The integration of clock and metabolism is mediated through reciprocal crosstalk between these two regulatory networks (Figure 1). In mammals, the central clock in suprachiasmatic nucleus (SCN) responds to light and drives diverse behavioral and physiological cycles in the body [11]. This master clock effectively sets the phase of peripheral tissue clocks. At the molecular level, biological clock comprises factors that act in concert to drive rhythmic gene expression in the SCN and peripheral tissues (Box 1). Transcriptional profiling revealed that a large number of genes involved in glucose and lipid metabolism are temporally controlled [12-16]. Recent chromatin-immunoprecipitation sequencing studies support the notion that many of these rhythmically expressed genes are direct transcriptional targets of clock genes, such as Bmal1 and Rev-erbα [17, 18]. Clock exerts its physiological effects in part through these direct transcriptional targets.

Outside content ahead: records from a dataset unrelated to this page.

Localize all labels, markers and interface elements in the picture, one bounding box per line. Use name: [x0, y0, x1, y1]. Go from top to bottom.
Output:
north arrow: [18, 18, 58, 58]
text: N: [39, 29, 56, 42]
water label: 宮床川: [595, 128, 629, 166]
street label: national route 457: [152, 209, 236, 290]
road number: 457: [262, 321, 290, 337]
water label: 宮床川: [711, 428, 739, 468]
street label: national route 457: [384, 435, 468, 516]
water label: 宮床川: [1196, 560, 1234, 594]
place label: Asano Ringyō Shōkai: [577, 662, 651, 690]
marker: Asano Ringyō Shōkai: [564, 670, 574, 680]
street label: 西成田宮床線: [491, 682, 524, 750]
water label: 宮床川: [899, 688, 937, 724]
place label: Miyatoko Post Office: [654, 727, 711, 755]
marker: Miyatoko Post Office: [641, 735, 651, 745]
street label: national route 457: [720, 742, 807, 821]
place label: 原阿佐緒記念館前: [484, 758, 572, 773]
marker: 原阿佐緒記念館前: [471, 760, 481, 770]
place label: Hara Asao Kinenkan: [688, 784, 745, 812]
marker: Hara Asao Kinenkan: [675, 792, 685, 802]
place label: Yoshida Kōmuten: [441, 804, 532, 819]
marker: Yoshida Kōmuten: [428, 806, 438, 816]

For example, diurnal regulation of xenobiotic detoxification is mediated through the circadian PAR-domain basic leucine zipper transcription factors DBP/TEF/HLF, all of which are clock targets [6]. Hepatic lipogenesis and lipoprotein secretion are rhythmically controlled by several factors, including the transcription factor SREBP, small heterodimer partner (SHP), and the histone deacetylase HDAC3 [10, 18, 19].

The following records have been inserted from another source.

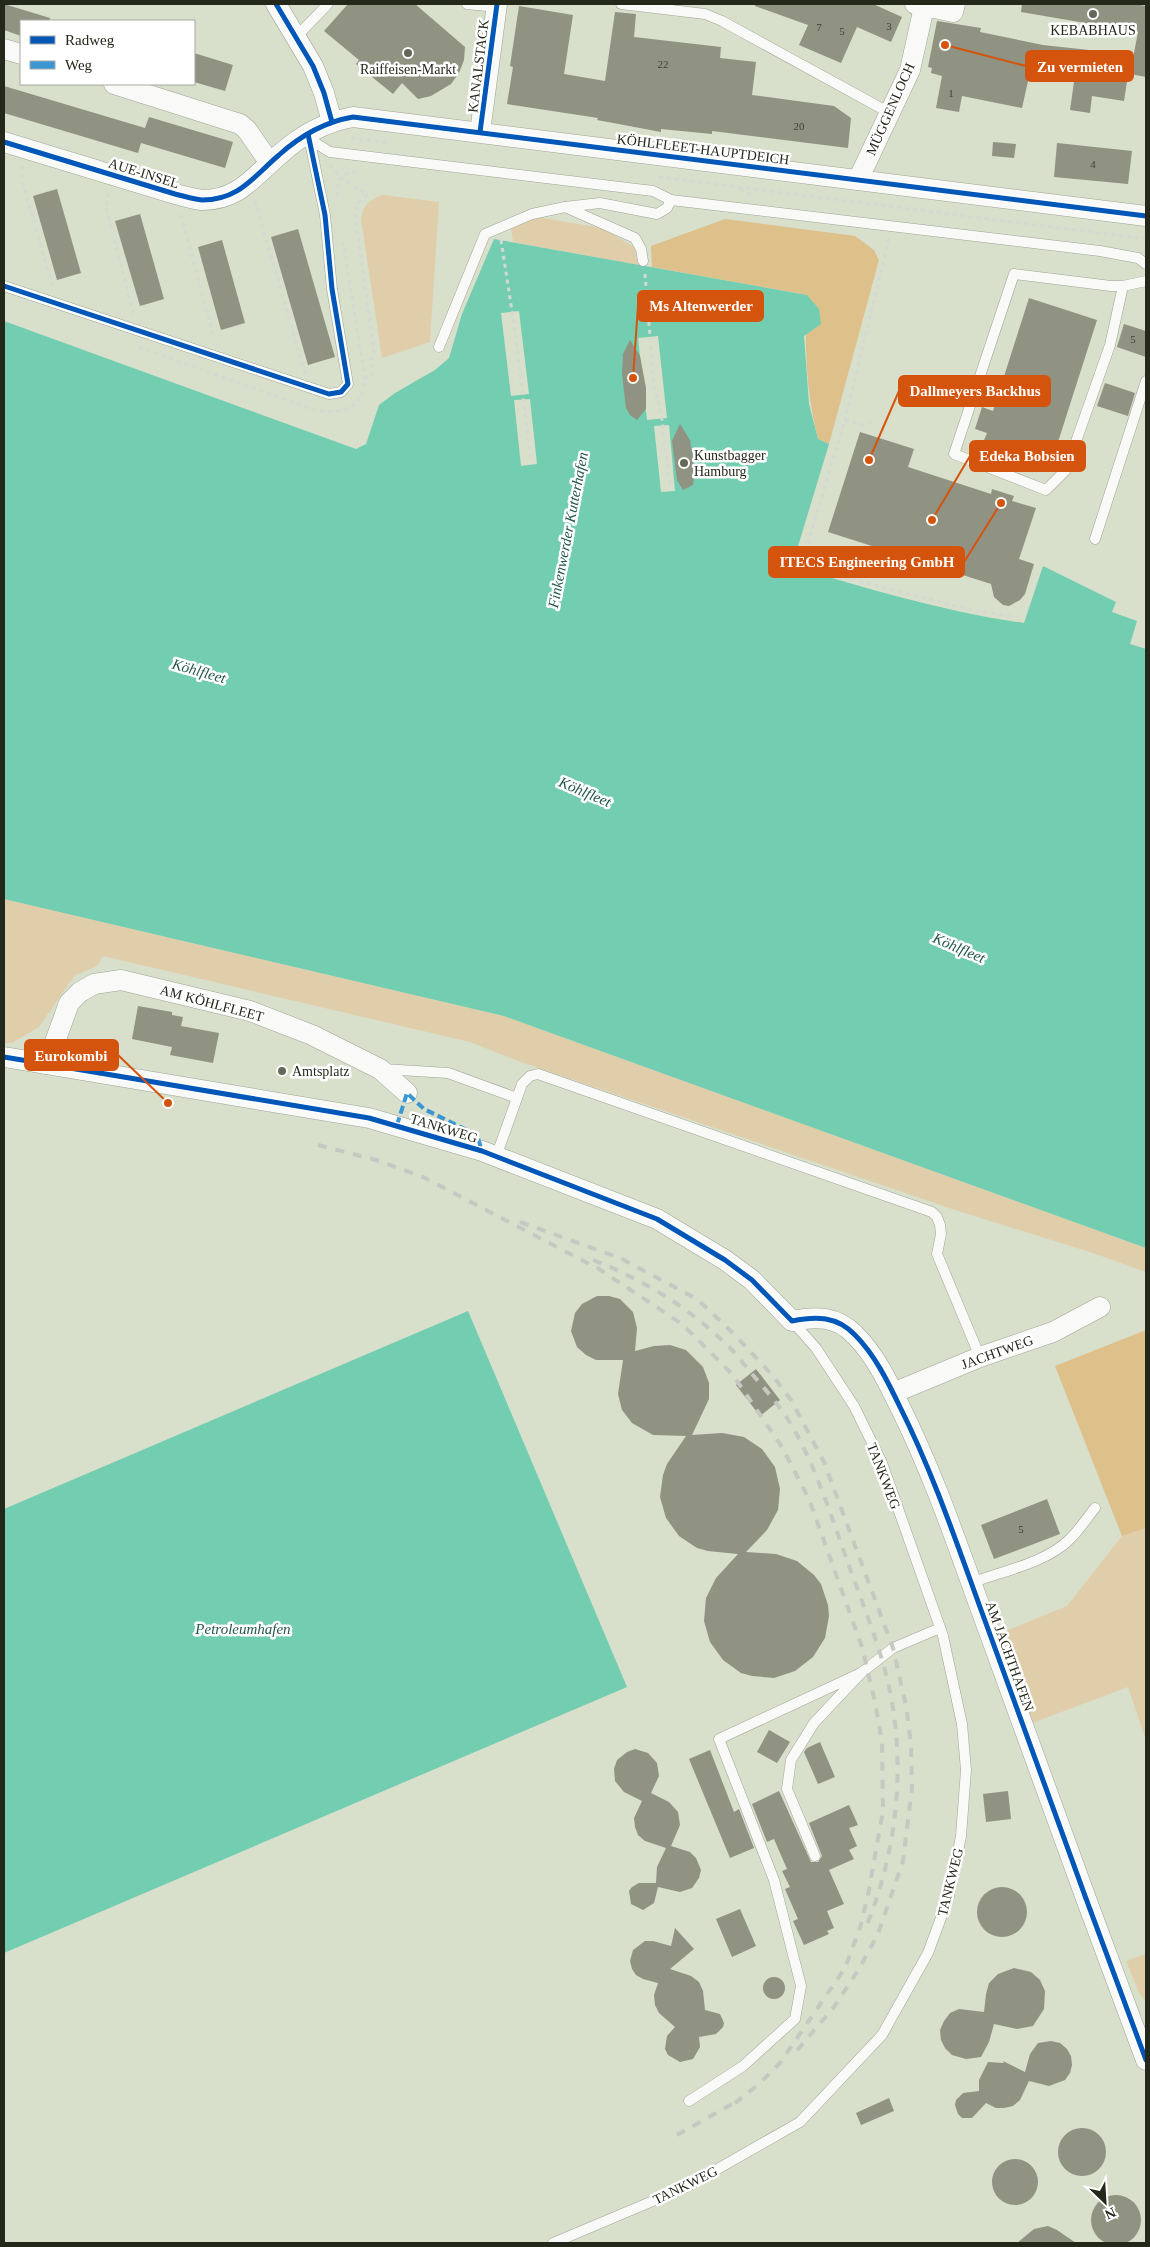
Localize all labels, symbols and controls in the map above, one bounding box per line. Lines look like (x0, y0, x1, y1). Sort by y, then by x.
marker: KEBABHAUS (1087, 8, 1099, 20)
street label: KANALSTACK (465, 19, 492, 114)
legend (20, 20, 195, 85)
house number: 3 (886, 20, 892, 32)
house number: 7 (816, 21, 822, 33)
place label: KEBABHAUS (1050, 23, 1136, 38)
house number: 5 (839, 25, 845, 37)
text: Radweg (65, 32, 115, 48)
marker: Raiffeisen-Markt (402, 47, 414, 59)
callout: Zu vermieten (1026, 51, 1133, 81)
text: Weg (65, 57, 93, 73)
house number: 22 (658, 58, 669, 70)
text: Zu vermieten (1037, 59, 1124, 75)
street label: MÜGGENLOCH (862, 60, 918, 158)
place label: Raiffeisen-Markt (360, 62, 456, 77)
house number: 1 (948, 87, 954, 99)
house number: 20 (794, 120, 805, 132)
street label: KÖHLFLEET-HAUPTDEICH (616, 130, 790, 168)
street label: AUE-INSEL (107, 156, 181, 191)
house number: 4 (1090, 158, 1096, 170)
callout: Ms Altenwerder (638, 291, 763, 321)
text: Ms Altenwerder (649, 298, 753, 314)
house number: 5 (1130, 333, 1136, 345)
callout: Dallmeyers Backhus (899, 376, 1050, 406)
text: Dallmeyers Backhus (909, 383, 1041, 399)
callout: Edeka Bobsien (970, 441, 1085, 471)
place label: Kunstbagger Hamburg (694, 448, 766, 479)
text: Edeka Bobsien (979, 448, 1075, 464)
water label: Finkenwerder Kutterhafen (545, 451, 591, 610)
marker: Kunstbagger Hamburg (678, 457, 690, 469)
callout: ITECS Engineering GmbH (769, 547, 964, 577)
text: ITECS Engineering GmbH (779, 554, 955, 570)
water label: Köhlfleet (169, 655, 228, 686)
water label: Köhlfleet (556, 774, 614, 810)
water label: Köhlfleet (930, 930, 988, 966)
street label: AM KÖHLFLEET (158, 981, 266, 1025)
callout: Eurokombi (25, 1040, 118, 1070)
text: Eurokombi (34, 1048, 108, 1064)
place label: Amtsplatz (292, 1064, 350, 1079)
marker: Amtsplatz (276, 1065, 288, 1077)
street label: TANKWEG (408, 1111, 479, 1146)
street label: JACHTWEG (959, 1333, 1035, 1372)
street label: TANKWEG (864, 1441, 903, 1511)
house number: 5 (1018, 1523, 1024, 1535)
street label: AM JACHTHAFEN (983, 1599, 1036, 1713)
water label: Petroleumhafen (194, 1621, 291, 1637)
street label: TANKWEG (935, 1847, 966, 1918)
street label: TANKWEG (651, 2163, 720, 2207)
north arrow (1080, 2177, 1130, 2227)
text: N (1103, 2204, 1118, 2222)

Core components of the clock oscillator (pink) are gated by factors that relay nutrient and hormonal signals (green). In parallel, the timing cues are integrated with the metabolic regulatory network to drive rhythmic metabolic gene expression and output. GR, glucocorticoid receptor; RORE, Rev-erb/ROR responsive element.

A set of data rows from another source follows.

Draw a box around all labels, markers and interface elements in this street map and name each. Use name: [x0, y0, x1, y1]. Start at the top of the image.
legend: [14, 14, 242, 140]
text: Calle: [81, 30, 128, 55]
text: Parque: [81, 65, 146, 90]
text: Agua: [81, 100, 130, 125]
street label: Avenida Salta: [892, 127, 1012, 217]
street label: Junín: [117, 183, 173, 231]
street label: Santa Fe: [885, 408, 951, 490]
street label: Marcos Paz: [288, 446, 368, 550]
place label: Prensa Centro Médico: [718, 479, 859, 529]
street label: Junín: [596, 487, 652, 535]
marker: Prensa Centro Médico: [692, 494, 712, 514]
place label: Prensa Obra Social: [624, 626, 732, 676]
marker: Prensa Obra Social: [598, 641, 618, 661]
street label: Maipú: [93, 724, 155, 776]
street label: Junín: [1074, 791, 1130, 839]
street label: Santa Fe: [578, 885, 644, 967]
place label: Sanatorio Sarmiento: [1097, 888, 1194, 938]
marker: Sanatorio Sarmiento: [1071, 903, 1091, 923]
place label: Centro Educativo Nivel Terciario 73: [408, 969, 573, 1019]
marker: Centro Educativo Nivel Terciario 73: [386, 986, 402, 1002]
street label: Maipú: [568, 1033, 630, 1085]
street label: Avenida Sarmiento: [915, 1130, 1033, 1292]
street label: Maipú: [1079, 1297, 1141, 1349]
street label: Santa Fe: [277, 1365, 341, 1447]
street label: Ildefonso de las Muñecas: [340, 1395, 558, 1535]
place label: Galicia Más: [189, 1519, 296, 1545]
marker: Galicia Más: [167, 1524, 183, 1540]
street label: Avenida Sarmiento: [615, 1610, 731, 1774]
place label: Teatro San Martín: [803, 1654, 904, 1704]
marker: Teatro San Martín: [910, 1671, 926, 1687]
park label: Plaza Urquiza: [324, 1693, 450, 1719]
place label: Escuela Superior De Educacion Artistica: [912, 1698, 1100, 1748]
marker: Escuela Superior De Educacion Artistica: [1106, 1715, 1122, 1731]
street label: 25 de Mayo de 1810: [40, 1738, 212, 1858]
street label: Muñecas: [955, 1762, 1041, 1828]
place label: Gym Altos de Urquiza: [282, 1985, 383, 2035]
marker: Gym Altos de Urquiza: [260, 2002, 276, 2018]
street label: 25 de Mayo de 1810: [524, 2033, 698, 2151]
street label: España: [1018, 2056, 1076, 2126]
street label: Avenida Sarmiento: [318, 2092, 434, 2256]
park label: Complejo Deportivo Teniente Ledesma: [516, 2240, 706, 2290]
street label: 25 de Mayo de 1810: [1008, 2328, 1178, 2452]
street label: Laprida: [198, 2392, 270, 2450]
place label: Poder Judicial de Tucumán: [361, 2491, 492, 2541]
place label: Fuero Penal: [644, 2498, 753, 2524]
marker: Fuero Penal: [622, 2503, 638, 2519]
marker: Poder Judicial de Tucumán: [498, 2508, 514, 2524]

Nuclear hormone receptors (NHR) are a family of transcriptional regulators that respond to diverse classes of metabolites and play important roles in metabolic regulation. The expression of many NHRs exhibits circadian regulation [20], some of which also directly interact with clock proteins [21, 22], potentially synchronizing the expression of clock and metabolic genes. For example, Rev-erbα, a NHR and also a core clock components, regulates circadian SREBP signaling and bile acid homeostasis [23]. NHRs control the expression of target genes through recruiting coactivator and corepressor proteins that participate in chromatin remodeling and epigenetic regulation [24, 25]. Peroxisome proliferator-activated receptor gamma coactivator 1-alpha (PGC-1α) is a transcriptional coactivator initially found to stimulate mitochondrial biogenesis, fatty acid β-oxidation, brown fat thermogenesis, and hepatic gluconeogenesis [26, 27]. Recent work demonstrated that PGC-1α also directly regulates the expression of core clock genes, such as Bmal1 and Rev-erbα, and is indispensible for circadian pacemaker function [28] (Box 1). The expression of PGC-1α is diurnally regulated and is modulated by casein kinase 1δ [29], an important regulator of the clock oscillator. Similarly, HDAC3 is recruited to the NHR Rev-erbα and regulates a program of metabolic and clock gene expression in the liver [18, 30, 31]. As such, the regulatory networks that govern clock and metabolism are highly intertwined and integrated.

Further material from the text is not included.